A Caffeine Boost for Battery Performance

Ally Winning, European Editor, PSD



Ally Winning, European Editor, PSD

­For most people, there’s nothing that gives you a kick in the morning like a strong cup of coffee or tea. However, it might not be only humans that caffeine can invigorate, batteries could get a performance boost out of those drinks too. Researchers looking for new battery materials have found both tea and coffee to offer properties that can help batteries perform better. In a story that was initially covered in a PSD blog two years ago, we reported on scientists at University of Indonesia’s Faculty of Engineering, Metallurgy and Materials Engineering Department (DTMM FTUI) who had turned coffee grounds into graphene to increase the conductivity of lithium titanate oxide. Additionally, they also turned coconut shell waste into active carbon for use in the anode. Together, these materials helped improve Li-ion battery charging times and made the batteries safer by reducing the possibility of short circuits during charging. These benefits were achieved because the nanoparticles of graphene produced using coffee grounds have a larger surface area, which allows more ions to pass through the material than in conventional batteries, and therefore provide better energy flow.

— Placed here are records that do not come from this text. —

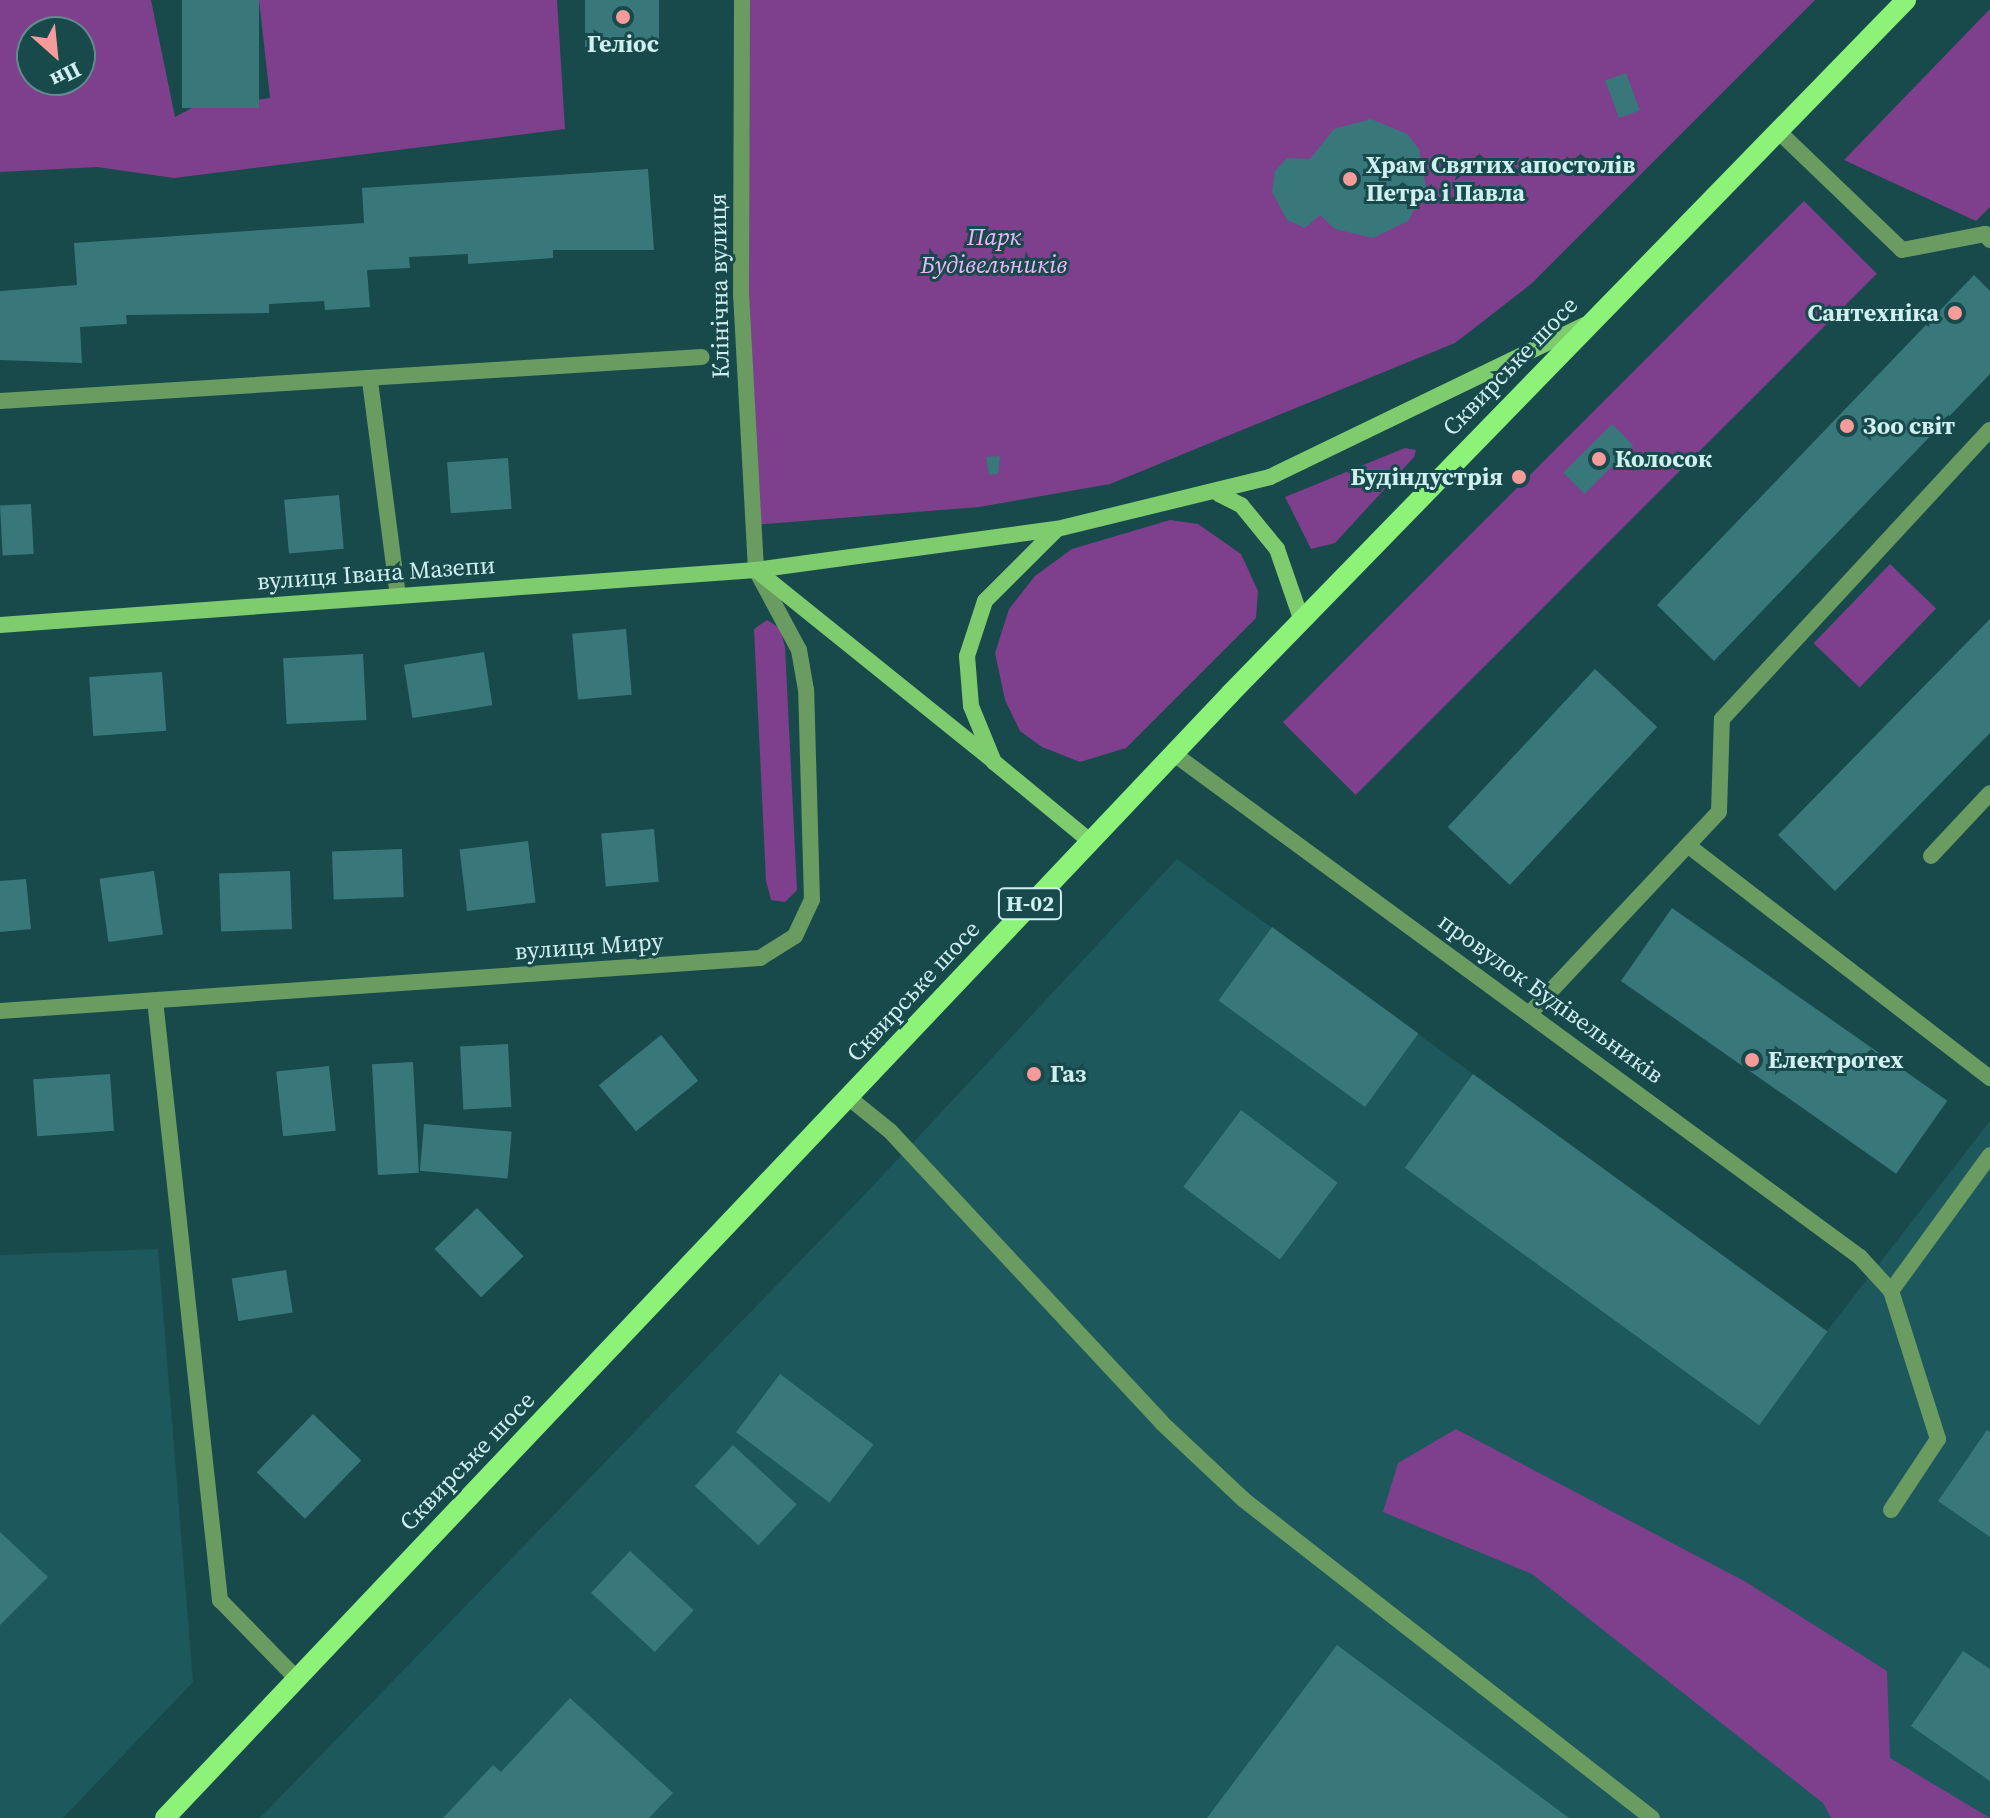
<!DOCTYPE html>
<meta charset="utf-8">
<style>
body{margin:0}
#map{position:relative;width:1990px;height:1818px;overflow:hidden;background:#184a4c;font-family:"Source Serif 4",serif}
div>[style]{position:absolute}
.built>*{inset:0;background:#1d585c}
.green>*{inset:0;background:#7e3f8c;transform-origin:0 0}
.building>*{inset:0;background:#38787b;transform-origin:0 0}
.lane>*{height:16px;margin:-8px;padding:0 8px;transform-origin:8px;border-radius:8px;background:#6a9b61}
.street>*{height:16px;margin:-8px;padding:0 8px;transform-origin:8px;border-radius:8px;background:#6a9b61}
.secondary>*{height:16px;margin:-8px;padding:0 8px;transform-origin:8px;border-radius:8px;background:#7ecc6e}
.primary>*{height:20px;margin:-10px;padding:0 10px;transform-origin:10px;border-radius:10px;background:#8cf278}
.dots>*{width:22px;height:22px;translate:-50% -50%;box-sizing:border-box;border:4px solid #184a4c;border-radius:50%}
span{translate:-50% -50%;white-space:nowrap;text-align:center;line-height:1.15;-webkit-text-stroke:6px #184a4c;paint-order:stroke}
.shield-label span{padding:2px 6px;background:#184a4c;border:2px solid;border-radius:6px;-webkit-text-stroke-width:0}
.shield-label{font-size:22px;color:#d0eff1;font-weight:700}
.poi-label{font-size:24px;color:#d0eff1;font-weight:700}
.left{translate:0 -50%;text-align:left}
.right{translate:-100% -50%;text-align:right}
.park-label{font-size:24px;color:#f1b7fd;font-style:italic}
.street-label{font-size:24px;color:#d0eff1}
.north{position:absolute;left:16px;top:16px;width:80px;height:80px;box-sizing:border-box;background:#184a4c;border:2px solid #628c8e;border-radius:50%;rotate:153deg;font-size:22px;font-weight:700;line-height:32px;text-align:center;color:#d0eff1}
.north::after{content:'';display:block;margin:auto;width:28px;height:36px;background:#f59b9a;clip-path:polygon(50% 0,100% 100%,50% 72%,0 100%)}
</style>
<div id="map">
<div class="built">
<i style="clip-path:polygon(1177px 859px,1827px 1331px,1990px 1121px,1990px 1818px,260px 1818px,870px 1189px)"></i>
<i style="clip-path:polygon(158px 1249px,193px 1682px,63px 1818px,0 1818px,0 1255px)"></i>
</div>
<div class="green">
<i style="clip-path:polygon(evenodd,0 0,151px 0,175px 117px,194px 107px,270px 98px,259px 0,557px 0,565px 129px,174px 178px,97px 167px,0 172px,0 0,32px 32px,80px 32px,80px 80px,32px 80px,32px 32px)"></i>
<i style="clip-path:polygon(742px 0,1815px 0,1531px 284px,1455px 343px,1110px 484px,979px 507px,753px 525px)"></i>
<i style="clip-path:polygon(1990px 9px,1990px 207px,1976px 221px,1844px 160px)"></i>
<i style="left:1804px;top:201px;width:103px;height:737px;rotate:45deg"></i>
<i style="clip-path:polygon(1405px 448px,1416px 450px,1414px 457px,1335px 543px,1311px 549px,1285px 497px)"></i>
<i style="clip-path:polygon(1170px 520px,1198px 524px,1241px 554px,1258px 591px,1256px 618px,1126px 748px,1080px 762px,1042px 747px,1020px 731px,1005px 700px,995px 653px,1009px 609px,1035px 576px,1072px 549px)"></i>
<i style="left:1890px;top:564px;width:64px;height:110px;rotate:44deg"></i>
<i style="clip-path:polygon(767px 620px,780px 628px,785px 647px,797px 890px,785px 902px,771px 900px,766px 881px,754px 629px)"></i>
<i style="clip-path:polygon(1456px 1429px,1746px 1582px,1887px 1671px,1890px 1758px,1990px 1818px,1831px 1818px,1823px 1803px,1532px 1574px,1383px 1512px,1398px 1463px)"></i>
</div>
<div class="building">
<i style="left:182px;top:0;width:77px;height:108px"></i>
<i style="left:585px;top:0;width:74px;height:47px"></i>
<i style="left:1626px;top:73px;width:40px;height:22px;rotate:70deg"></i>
<i style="clip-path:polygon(1371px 119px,1407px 134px,1419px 149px,1426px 187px,1408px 221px,1373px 238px,1335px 229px,1320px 215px,1305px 228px,1287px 220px,1272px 192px,1275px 171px,1287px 158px,1310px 159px,1334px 129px)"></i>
<i style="clip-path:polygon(648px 169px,654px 250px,553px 250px,553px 258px,468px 264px,468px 254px,409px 257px,410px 268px,367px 270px,370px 307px,325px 310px,324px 301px,269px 304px,269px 313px,126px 315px,127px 324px,80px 327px,82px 363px,0 360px,0 291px,77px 285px,74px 243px,364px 223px,362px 188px)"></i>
<i style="clip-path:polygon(1974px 275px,1990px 291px,1990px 374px,1714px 661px,1657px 605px)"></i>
<i style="left:1612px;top:424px;width:30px;height:69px;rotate:45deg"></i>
<i style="clip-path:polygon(1000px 456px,998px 474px,989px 475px,986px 457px)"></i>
<i style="left:508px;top:458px;width:51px;height:61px;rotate:86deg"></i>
<i style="left:339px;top:495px;width:54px;height:55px;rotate:85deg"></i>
<i style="left:31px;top:504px;width:50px;height:31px;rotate:87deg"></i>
<i style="clip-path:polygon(1990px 619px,1990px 733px,1835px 891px,1778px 835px)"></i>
<i style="left:626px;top:629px;width:66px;height:54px;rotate:85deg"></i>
<i style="left:484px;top:652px;width:54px;height:81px;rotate:81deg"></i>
<i style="left:363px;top:654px;width:66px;height:80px;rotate:87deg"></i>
<i style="left:1595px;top:669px;width:85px;height:216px;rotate:43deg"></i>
<i style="left:162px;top:672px;width:59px;height:73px;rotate:86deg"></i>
<i style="left:654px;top:829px;width:53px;height:53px;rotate:85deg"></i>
<i style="left:528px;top:841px;width:62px;height:69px;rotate:83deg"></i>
<i style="left:402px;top:849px;width:48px;height:70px;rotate:88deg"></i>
<i style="left:154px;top:871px;width:64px;height:55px;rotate:82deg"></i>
<i style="left:290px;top:871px;width:58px;height:71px;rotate:88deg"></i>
<i style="clip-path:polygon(26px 879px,31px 929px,0 932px,0 881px)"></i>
<i style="left:1672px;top:908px;width:336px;height:89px;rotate:35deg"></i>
<i style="left:1272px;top:927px;width:181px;height:91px;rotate:36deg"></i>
<i style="left:661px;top:1035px;width:59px;height:80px;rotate:51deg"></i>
<i style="left:508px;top:1044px;width:63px;height:48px;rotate:87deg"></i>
<i style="left:413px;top:1062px;width:111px;height:41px;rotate:87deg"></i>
<i style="left:329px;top:1066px;width:65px;height:53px;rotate:84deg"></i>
<i style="left:110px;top:1074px;width:57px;height:77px;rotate:86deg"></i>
<i style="left:1473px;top:1074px;width:438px;height:116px;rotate:36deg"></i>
<i style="left:1241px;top:1110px;width:121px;height:96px;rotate:37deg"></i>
<i style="left:424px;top:1124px;width:88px;height:47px;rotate:5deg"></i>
<i style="left:477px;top:1208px;width:67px;height:59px;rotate:46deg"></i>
<i style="left:286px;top:1270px;width:43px;height:55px;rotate:81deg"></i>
<i style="left:780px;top:1374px;width:117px;height:73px;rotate:37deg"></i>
<i style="left:313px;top:1414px;width:67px;height:81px;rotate:44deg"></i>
<i style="clip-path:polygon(1987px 1430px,1990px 1432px,1990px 1537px,1938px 1501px)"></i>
<i style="left:733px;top:1445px;width:87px;height:56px;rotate:43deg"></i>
<i style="clip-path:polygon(0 1532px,48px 1577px,0 1625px)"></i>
<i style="left:630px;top:1551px;width:87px;height:57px;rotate:43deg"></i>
<i style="clip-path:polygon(1337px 1645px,1569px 1818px,1207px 1818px)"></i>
<i style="clip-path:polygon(1963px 1651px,1990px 1669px,1990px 1781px,1911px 1726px)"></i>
<i style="clip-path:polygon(570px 1698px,673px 1793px,649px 1818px,443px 1818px,493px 1765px,501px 1772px)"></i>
</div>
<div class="lane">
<i style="left:1777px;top:130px;width:173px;rotate:43.8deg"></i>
<i style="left:1902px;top:250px;width:85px;rotate:-10.9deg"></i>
<i style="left:1985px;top:234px;width:8px;rotate:50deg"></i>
<i style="left:370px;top:381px;width:217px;rotate:82.6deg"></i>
<i style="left:0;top:401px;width:703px;rotate:-3.59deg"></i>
<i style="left:1690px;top:847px;width:379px;rotate:37.6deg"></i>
<i style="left:1931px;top:856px;width:86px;rotate:-46.9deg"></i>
<i style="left:155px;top:1000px;width:604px;rotate:83.82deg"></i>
<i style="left:220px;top:1600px;width:109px;rotate:45.7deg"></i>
<i style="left:1531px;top:1012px;width:274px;rotate:-46.8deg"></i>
<i style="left:1719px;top:812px;width:93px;rotate:-88.2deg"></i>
<i style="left:1722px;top:719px;width:394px;rotate:-47.2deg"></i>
<i style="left:848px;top:1097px;width:54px;rotate:39deg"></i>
<i style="left:890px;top:1131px;width:399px;rotate:47deg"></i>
<i style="left:1162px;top:1423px;width:112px;rotate:43.2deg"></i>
<i style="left:1244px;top:1500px;width:517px;rotate:37.93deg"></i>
<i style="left:1891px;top:1510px;width:85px;rotate:-56.5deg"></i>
<i style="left:1938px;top:1439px;width:155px;rotate:-107.6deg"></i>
<i style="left:1891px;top:1291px;width:168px;rotate:-53.9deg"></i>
</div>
<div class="street">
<i style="left:1174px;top:754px;width:851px;rotate:36.25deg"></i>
<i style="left:1860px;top:1257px;width:46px;rotate:47.6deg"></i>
<i style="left:0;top:1011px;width:762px;rotate:-3.99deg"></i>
<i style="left:760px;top:958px;width:41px;rotate:-32.2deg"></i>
<i style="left:795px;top:936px;width:40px;rotate:-65deg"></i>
<i style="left:812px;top:900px;width:210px;rotate:-91.6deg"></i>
<i style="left:806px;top:690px;width:41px;rotate:-99.9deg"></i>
<i style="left:799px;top:650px;width:91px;rotate:-118.3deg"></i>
<i style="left:756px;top:570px;width:276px;rotate:-93.1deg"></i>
<i style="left:741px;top:294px;width:294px;rotate:-89.8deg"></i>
</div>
<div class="secondary">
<i style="left:1219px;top:494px;width:25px;rotate:27deg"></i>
<i style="left:1241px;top:505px;width:57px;rotate:50.7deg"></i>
<i style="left:1277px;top:549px;width:76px;rotate:70.9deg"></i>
<i style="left:1056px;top:530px;width:100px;rotate:135deg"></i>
<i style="left:985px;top:601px;width:58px;rotate:108.1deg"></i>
<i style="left:967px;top:656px;width:50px;rotate:85.4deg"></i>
<i style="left:971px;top:706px;width:61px;rotate:67.7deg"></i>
<i style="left:994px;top:762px;width:124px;rotate:39.5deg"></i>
<i style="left:756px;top:570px;width:302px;rotate:38.8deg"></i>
<i style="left:0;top:625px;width:758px;rotate:-4.16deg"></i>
<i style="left:756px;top:570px;width:304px;rotate:-7.8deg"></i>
<i style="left:1057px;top:529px;width:219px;rotate:-13.7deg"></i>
<i style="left:1270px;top:477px;width:349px;rotate:-25.8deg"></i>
</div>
<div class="primary">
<i style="left:165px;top:1818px;width:1548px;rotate:-46.54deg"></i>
<i style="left:1230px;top:694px;width:969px;rotate:-45.75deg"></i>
</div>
<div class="dots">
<i style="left:623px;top:17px;background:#f59b9a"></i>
<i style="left:1350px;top:179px;background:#f59b9a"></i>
<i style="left:1955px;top:313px;background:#f59b9a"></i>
<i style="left:1847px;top:426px;background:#f59b9a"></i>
<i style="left:1599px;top:459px;background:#f59b9a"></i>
<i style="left:1519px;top:477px;background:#f59b9a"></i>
<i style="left:1752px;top:1060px;background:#f59b9a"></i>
<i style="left:1034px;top:1074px;background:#f59b9a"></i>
</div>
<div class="shield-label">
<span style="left:1030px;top:904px">Н-02</span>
</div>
<div class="poi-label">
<span style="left:623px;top:44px">Геліос</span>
<span class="left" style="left:1366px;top:179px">Храм Святих апостолів<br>Петра і Павла</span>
<span class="right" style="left:1939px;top:313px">Сантехніка</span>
<span class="left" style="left:1863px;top:426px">Зоо світ</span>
<span class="left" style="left:1615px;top:459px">Колосок</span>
<span class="right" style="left:1503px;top:477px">Будіндустрія</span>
<span class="left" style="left:1768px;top:1060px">Електротех</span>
<span class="left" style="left:1050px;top:1074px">Газ</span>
</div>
<div class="park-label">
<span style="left:994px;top:251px">Парк<br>Будівельників</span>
</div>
<div class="street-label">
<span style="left:719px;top:286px;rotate:-91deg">Клінічна вулиця</span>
<span style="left:1510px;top:366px;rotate:-46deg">Сквирське шосе</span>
<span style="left:376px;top:573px;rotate:-4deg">вулиця Івана Мазепи</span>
<span style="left:589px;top:946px;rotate:-4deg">вулиця Миру</span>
<span style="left:913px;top:991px;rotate:-47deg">Сквирське шосе</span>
<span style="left:1551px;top:998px;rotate:36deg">провулок Будівельників</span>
<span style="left:467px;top:1461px;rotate:-46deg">Сквирське шосе</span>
</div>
<div class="north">Пн</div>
</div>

It was an interesting story, and I thought that was the last time I’d read about coffees and batteries in the same article. However, recently another story popped up on my newsfeed about a research team from Kazakhstan and South Korea taking advantage of the elements left in the coffee grounds after the coffee has been brewed to improve the performance of sodium-ion batteries. The researchers synthesized pyrolytic hard carbon from the grounds and then used the material to enhance the electrochemical performance of the anode in sodium-ion batteries. The synthesis of P-doped hard carbon used coffee grounds as a precursor and phosphoric acid as the doping agent. They then performed tests using different concentrations of the acid to determine the optimal doping level that would maximize the incorporation of phosphorus ions into the carbon framework.

Closely following that article, a further story popped about how another team of researchers had been using tea leaves for a similar purpose. Using a technique that sounded similar to the one in the previous paragraph, the scientists from Harvard had used tea leaves to create an affordable and sustainable sodium-ion battery anode. High temperatures converted raw tea leaf stems into hard carbon. It was then treated with acid to lower capacity loss. The porous material that they created, named TS-1400-Hcl, allows for better electrolyte penetration and absorption of sodium ions. It provided a 70% increase in initial capacity, along with 91% higher efficiency in the first charge-discharge cycle. It also offered between seven to nine times greater longevity. The new anode lasted over 1,000 cycles with an energy density comparable to commercial Li-ion batteries.

It is amazing that scientists can help the drive to sustainability by using waste material to improve battery performance. Millions of tons of coffee grounds and tea leaf stems are dumped every year, so there would be no shortage of raw material to use. Tomorrow, I’ll drink a toast to those scientists with my morning coffee.